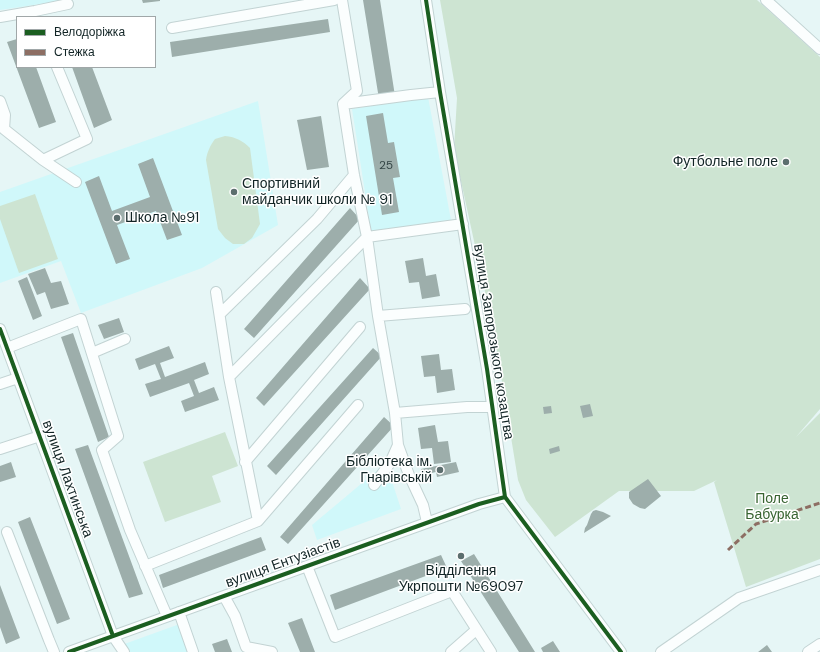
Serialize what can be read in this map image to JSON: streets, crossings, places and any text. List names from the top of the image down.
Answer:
{
  "streets": {
    "street": ["вулиця Запорозького козацтва", "вулиця Лахтинська", "вулиця Ентузіастів"]
  },
  "crossings": [
    ["вулиця Запорозького козацтва", "вулиця Ентузіастів"],
    ["вулиця Лахтинська", "вулиця Ентузіастів"]
  ],
  "parks": ["Поле Бабурка"],
  "places": [
    "Футбольне поле",
    "Спортивний майданчик школи № 91",
    "Школа №91",
    "Бібліотека ім. Гнарівській",
    "Відділення Укрпошти №69097"
  ],
  "house_numbers": ["25"],
  "legend": ["Велодоріжка", "Стежка"]
}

= = = = =

> [Task details] What you return must match the records exactly, apart from the images, which are omitted.

> [Answer for this exercise]
Serialize what can be read in this map image to JSON: streets, crossings, places and any text. List names from the top of the image down.
Answer:
{
  "streets": {
    "street": ["вулиця Запорозького козацтва", "вулиця Лахтинська", "вулиця Ентузіастів"]
  },
  "crossings": [
    ["вулиця Запорозького козацтва", "вулиця Ентузіастів"],
    ["вулиця Лахтинська", "вулиця Ентузіастів"]
  ],
  "parks": ["Поле Бабурка"],
  "places": [
    "Футбольне поле",
    "Спортивний майданчик школи № 91",
    "Школа №91",
    "Бібліотека ім. Гнарівській",
    "Відділення Укрпошти №69097"
  ],
  "house_numbers": ["25"],
  "legend": ["Велодоріжка", "Стежка"]
}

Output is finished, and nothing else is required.